• Material supplied
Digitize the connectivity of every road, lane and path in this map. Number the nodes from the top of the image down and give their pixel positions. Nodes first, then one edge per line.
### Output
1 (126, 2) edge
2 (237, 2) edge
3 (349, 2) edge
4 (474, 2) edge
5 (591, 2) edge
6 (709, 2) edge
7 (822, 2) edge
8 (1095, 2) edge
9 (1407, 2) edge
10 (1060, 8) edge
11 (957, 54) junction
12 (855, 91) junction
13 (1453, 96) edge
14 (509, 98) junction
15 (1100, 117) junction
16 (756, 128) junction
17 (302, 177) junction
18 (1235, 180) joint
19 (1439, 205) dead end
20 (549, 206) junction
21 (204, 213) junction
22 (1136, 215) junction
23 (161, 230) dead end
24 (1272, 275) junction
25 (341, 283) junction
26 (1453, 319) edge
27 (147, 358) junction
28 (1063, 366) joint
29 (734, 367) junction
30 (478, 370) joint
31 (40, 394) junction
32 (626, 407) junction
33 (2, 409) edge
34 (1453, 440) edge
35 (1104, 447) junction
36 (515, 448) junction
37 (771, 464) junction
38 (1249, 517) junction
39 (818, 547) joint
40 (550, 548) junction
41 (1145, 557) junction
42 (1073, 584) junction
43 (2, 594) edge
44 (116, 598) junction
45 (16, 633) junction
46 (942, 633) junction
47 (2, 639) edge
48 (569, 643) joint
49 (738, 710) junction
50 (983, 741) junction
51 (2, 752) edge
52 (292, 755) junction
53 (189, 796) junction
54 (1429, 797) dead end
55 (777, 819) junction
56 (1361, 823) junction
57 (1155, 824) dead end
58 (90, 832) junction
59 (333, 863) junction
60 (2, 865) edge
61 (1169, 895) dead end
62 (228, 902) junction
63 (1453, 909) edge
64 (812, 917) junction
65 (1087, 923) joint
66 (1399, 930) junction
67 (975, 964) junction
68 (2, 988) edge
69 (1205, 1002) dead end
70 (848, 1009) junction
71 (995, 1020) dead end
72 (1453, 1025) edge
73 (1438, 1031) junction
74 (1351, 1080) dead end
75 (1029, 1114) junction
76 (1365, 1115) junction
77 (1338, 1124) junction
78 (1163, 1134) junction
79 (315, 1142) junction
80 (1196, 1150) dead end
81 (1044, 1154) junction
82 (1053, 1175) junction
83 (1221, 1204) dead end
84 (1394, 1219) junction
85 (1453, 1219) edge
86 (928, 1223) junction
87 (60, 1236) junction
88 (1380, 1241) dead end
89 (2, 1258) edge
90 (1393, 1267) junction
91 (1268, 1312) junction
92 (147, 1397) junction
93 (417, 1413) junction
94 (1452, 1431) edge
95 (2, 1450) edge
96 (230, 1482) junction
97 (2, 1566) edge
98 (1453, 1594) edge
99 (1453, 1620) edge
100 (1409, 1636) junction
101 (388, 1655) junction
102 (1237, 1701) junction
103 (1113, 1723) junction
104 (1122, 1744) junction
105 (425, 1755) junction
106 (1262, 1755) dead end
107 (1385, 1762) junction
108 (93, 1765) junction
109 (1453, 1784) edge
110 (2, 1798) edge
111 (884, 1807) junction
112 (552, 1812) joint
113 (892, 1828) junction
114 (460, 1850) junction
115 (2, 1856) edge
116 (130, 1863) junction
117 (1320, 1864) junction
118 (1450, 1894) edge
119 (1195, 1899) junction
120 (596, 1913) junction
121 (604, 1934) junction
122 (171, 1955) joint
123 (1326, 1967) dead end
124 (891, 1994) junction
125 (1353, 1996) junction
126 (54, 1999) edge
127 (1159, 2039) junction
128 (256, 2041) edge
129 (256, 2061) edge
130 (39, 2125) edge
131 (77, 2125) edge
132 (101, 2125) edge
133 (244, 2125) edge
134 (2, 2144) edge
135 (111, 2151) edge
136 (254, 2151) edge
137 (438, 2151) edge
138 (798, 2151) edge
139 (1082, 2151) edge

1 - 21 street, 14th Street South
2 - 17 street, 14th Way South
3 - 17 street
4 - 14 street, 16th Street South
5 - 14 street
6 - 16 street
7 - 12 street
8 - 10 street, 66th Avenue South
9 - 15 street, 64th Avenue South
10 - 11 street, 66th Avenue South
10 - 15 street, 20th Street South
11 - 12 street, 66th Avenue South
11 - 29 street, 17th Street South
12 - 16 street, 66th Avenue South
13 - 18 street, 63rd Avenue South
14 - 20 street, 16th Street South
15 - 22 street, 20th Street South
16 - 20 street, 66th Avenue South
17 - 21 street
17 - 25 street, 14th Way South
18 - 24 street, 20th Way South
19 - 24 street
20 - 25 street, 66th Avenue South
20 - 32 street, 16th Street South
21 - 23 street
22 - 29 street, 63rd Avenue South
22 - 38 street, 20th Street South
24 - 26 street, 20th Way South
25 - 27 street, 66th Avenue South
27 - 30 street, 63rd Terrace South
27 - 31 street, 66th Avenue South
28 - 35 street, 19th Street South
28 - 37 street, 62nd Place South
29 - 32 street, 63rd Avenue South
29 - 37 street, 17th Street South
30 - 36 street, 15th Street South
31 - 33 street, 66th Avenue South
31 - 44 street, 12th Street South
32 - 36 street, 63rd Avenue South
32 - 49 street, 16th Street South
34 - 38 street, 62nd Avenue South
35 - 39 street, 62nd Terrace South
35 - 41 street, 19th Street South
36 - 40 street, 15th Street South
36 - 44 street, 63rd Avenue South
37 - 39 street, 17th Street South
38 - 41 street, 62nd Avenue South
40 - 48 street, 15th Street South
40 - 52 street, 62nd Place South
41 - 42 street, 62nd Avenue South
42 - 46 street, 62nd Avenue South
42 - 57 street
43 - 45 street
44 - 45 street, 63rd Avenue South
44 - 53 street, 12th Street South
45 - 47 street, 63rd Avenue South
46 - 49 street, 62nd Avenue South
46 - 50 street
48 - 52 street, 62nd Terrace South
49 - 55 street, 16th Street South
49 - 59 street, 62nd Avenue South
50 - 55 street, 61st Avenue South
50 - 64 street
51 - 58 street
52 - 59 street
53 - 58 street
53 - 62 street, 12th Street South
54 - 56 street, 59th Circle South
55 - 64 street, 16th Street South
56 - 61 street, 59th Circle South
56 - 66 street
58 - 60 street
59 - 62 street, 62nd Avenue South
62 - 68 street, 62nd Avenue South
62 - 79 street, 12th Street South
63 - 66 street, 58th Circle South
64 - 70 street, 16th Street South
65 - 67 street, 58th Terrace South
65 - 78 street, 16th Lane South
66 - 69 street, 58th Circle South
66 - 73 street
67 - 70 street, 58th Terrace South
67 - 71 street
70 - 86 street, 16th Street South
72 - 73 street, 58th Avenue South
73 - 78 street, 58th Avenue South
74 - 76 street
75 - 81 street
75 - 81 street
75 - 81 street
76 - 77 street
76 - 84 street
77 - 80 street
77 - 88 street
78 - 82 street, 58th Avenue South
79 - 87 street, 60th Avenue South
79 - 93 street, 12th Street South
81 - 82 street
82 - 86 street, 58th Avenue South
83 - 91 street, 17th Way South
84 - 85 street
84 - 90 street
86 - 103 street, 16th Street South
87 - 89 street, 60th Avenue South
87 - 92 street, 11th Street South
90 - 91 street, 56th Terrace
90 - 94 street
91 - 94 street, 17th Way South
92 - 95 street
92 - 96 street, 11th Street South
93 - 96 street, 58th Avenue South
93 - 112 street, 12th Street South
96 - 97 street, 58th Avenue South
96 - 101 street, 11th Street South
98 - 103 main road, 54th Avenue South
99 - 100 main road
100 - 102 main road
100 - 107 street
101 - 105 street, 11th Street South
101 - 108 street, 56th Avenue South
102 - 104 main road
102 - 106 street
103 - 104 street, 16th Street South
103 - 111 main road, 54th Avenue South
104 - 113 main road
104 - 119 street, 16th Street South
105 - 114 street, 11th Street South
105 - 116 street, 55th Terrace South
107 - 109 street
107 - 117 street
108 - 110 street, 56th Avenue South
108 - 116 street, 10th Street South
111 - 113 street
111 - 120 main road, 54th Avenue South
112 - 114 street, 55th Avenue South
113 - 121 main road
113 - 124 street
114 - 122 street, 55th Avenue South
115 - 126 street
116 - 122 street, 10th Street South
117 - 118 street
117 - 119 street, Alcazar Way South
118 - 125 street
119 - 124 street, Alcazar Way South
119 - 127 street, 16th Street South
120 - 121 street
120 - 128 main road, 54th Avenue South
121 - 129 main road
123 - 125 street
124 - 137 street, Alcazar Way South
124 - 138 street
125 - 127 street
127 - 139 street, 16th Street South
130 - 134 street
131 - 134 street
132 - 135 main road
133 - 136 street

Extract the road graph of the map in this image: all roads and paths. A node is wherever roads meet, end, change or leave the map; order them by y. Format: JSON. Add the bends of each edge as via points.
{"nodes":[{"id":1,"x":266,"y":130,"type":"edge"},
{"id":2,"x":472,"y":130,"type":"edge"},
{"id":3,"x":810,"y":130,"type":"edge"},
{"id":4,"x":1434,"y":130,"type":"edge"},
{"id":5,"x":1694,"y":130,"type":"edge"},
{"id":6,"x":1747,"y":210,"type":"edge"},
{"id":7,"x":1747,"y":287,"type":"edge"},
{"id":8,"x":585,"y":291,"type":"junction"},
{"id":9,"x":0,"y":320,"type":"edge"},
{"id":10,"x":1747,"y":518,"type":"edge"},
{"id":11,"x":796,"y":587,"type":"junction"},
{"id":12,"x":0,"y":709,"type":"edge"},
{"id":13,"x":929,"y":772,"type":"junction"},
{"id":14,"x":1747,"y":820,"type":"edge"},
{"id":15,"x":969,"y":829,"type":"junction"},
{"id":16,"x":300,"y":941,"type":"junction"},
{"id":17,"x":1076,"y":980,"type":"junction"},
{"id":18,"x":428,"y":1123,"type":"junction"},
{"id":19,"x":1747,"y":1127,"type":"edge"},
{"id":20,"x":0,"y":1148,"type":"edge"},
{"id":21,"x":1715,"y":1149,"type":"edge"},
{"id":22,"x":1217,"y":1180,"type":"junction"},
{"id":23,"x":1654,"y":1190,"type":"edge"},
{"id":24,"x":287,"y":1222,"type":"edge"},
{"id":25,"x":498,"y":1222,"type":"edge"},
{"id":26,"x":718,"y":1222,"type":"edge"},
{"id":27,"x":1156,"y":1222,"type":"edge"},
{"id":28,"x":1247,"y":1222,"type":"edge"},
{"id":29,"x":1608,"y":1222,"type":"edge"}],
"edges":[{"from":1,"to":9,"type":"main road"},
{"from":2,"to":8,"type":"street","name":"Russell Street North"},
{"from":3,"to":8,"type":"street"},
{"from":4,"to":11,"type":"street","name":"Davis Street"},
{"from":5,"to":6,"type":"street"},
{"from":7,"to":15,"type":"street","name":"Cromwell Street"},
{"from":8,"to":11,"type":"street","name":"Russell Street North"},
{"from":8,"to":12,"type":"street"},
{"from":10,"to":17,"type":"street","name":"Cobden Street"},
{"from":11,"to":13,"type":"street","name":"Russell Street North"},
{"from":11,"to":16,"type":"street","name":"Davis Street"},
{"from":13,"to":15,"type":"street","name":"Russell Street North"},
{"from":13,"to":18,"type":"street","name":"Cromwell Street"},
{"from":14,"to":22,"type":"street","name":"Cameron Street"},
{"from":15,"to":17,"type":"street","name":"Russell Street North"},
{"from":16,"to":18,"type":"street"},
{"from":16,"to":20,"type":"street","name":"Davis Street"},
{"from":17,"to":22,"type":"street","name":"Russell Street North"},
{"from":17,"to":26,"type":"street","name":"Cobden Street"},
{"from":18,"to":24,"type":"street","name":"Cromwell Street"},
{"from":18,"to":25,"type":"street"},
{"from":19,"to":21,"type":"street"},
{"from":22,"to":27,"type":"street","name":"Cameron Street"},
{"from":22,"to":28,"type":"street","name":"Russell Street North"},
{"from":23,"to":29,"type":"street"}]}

• Task goal
Which lines of the records hold the string "image"? Copy each one.

• Finished exercise
Digitize the connectivity of every road, lane and path in this map. Number the nodes from the top of the image down and give their pixel positions. Nodes first, then one edge per line.
Extract the road graph of the map in this image: all roads and paths. A node is wherever roads meet, end, change or leave the map; order them by y. Format: JSON. Add the bends of each edge as via points.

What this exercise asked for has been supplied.